Data Materialities
On September 20, the exhibition Data Materialities opened in the historic Sala d’Ercole of Palazzo d’Accursio in Bologna. The project, curated by Carmen Lael Hines, Maurilio Pirone, Mattia Frapporti, and Niccolò Cuppini, explores the “hard” dimension of digital technologies through an exhibition journey that begins with chip production, goes through the installation of fiber optic cables, and ends in a workspace for digital nomads, featuring contributions from Rául Silva, Morgane Billuart, and EXTENTS (Cyrus Peñarroyo, McLain Clutter).
The exhibition is the result of work that started exactly one year ago with the Big Tech and Counter-Technologies residency, a laboratory moment in which selected artists and architects hybridized their projects and interests with the results of INCA’s research, particularly on the themes of genealogy and the infrastructures of the digital.
Against an imaginary that too often dwells on the idea of the “virtual” as a disjointed, immaterial spatiality, Data Materialities focuses on the physicality of the digital, made of silicon and fiber optics, but also of bodies at work in the streets as well as in internet cafés.
Morgane Billuart’s video installation, Of Sand and Stones, reconstructs the supply chains of electronic circuit production – from Taiwan’s coastal hubs to manufacturing plants in the Arizona desert – revealing the precarious balance of chip production, which lies at the center of contemporary geopolitical tensions.
Rául Silva’s Compiler Machine is based on the interaction between the reproduction of three portable tents historically used by telecommunications technicians to work in underground city manholes and a video work with a style halfway between documentary and sensory.
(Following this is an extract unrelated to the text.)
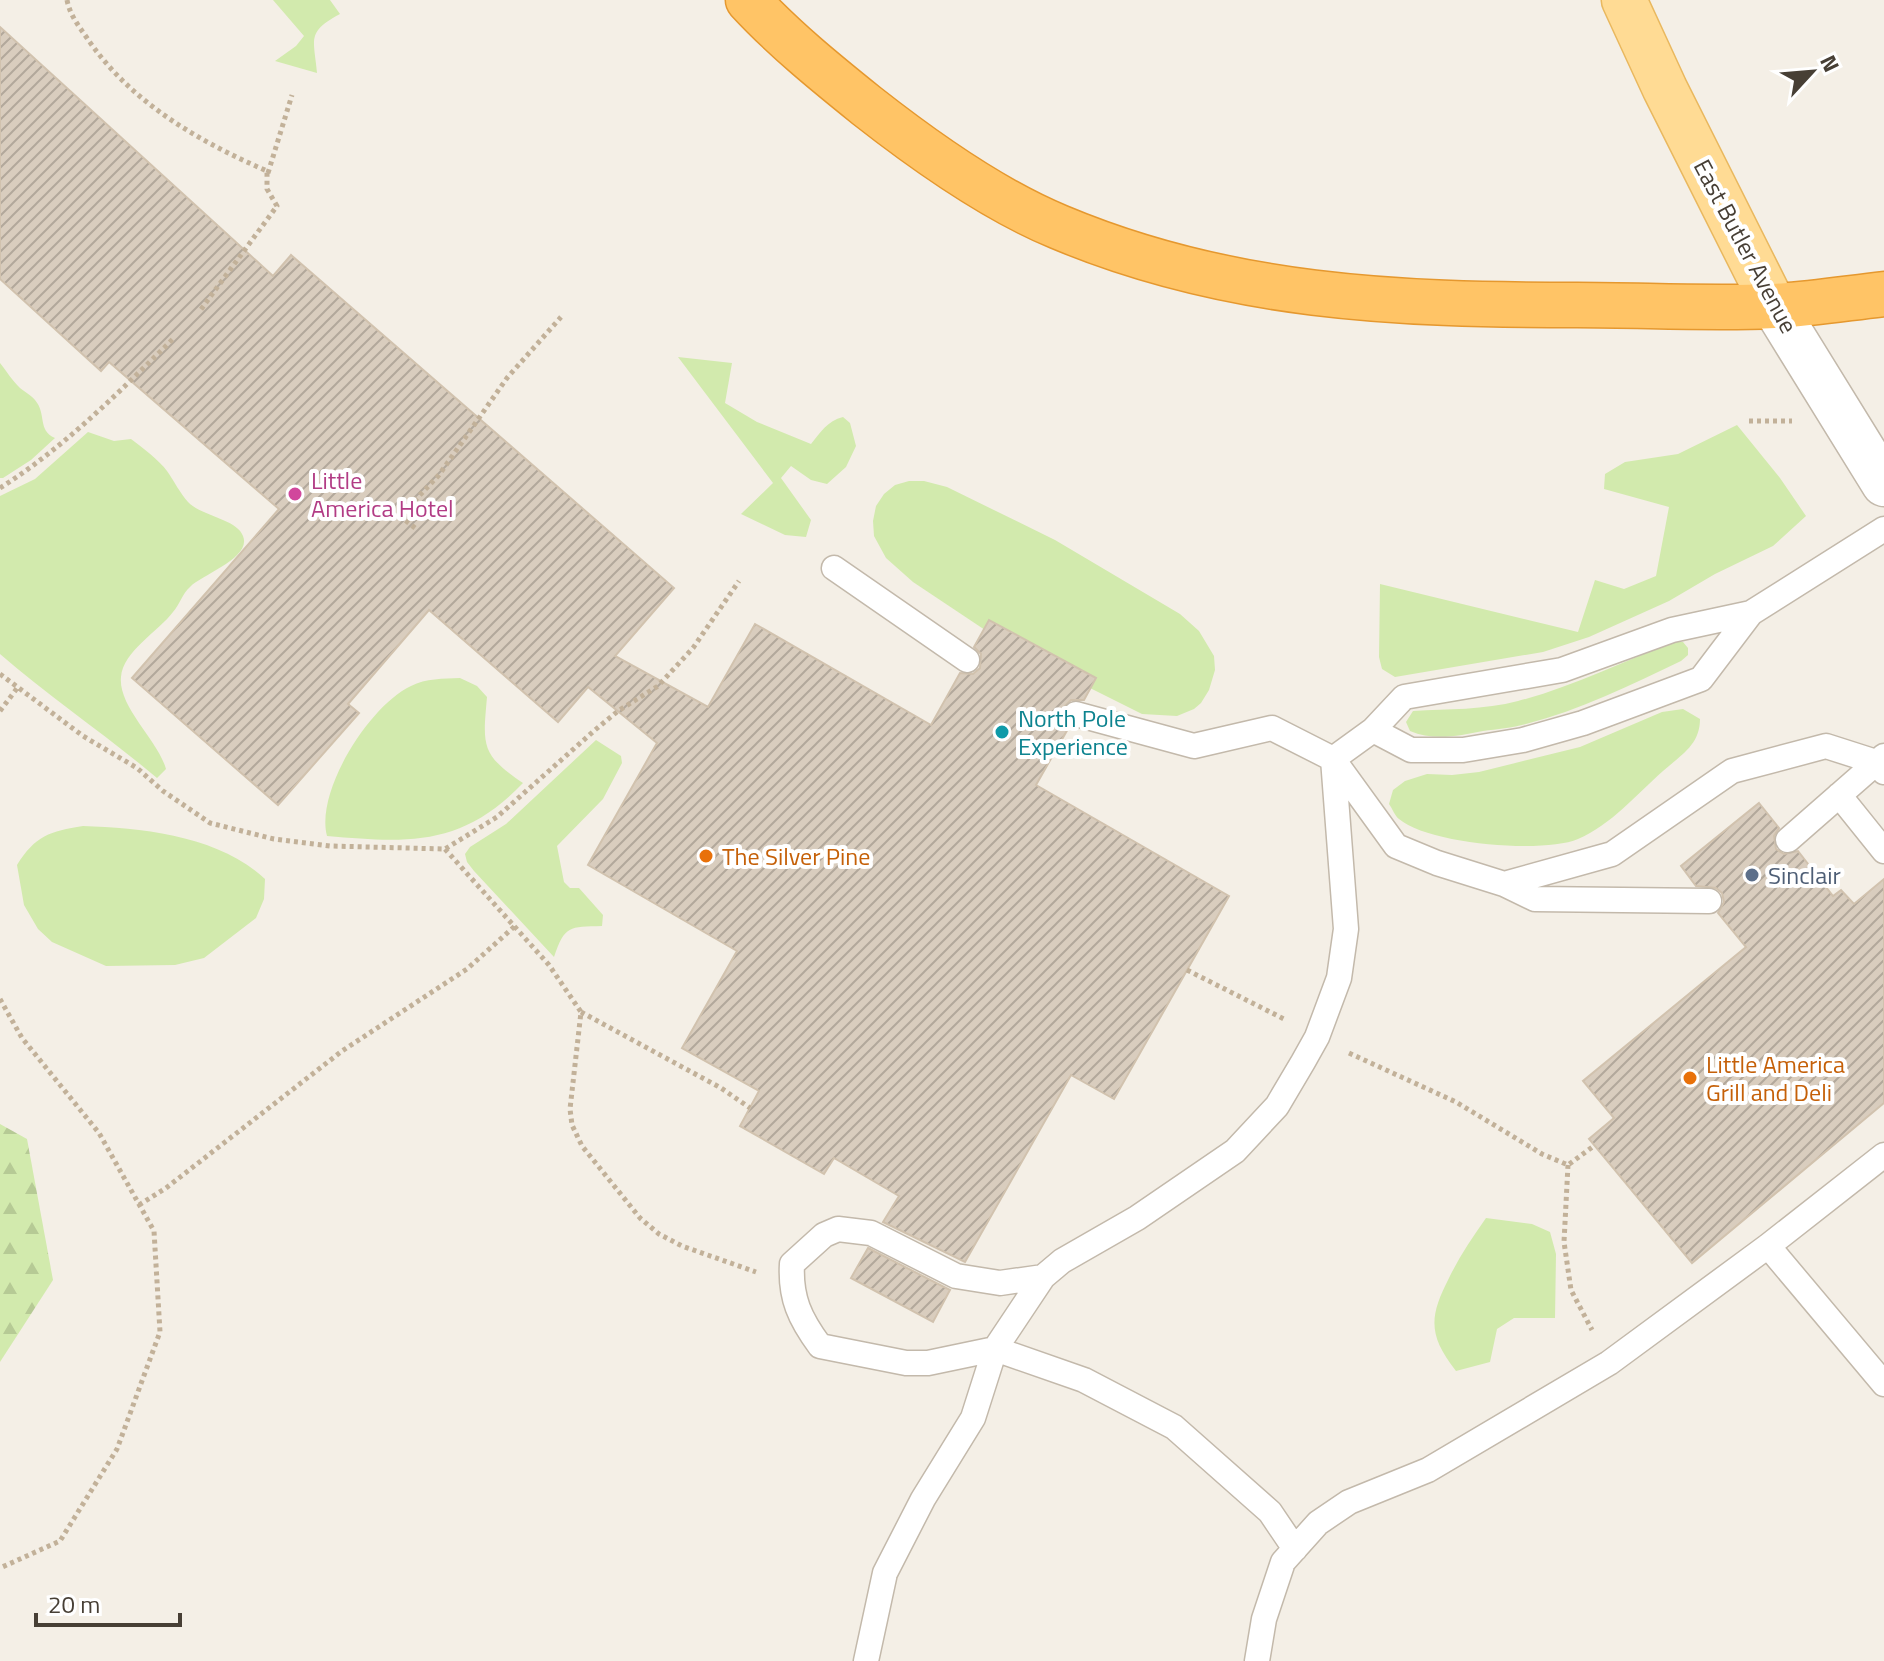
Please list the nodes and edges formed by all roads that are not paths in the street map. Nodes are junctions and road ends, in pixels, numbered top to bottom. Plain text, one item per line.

Developed over the last 18 months through interviews and archival research in Galicia, Santander, and the Basque Country, Silva’s project intertwines historical investigation and semi-speculative narration, telling the invisible work behind our daily communication. The tents thus become material symbols of how information moves and is built in the world.
In their Internet Cafe, Cyrus Peñarroyo and McLain Clutter explore the physical space of the digital, starting from an “archaeological media” recovery of the first internet cafés. In an era dominated by Big Tech and ubiquitous digital connectivity, the internet café today appears as a relic of the past when the internet was experienced as a place, not just a service. The café is constructed from a heterogeneous collection of materials and architectural components “hacked” playfully to create a unique environment. The public is invited to interact with the work by logging in, browsing, and celebrating connection—digital, social, and architectural.
The exhibition is enriched by two talks with international guests. On Wednesday, October 1, Letizia Chiappini (Slutty Urbanism) and Benjamin Gerdes (Ghost Platform Project) will discuss the “Promiscuous approaches to digital spatiality.” One week later, on Wednesday the 8th, Lua Vollaard (Superkilogirls) and Lorenza Pignatti (NABA Milan) will debate on “Economies of measurement: from productivity, to movement, to desire.”
To close, on the morning of Friday, October 10, there will be a presentation of the educational module “Platforms and Digital,” developed by the INCA project to raise awareness among new generations for the conscious use of digital technologies, as well as the presentation of the results of the Open Innovation Labs held in the last three years in Bologna, Barcelona, and Bucharest for the participatory design of new digital platforms for the city.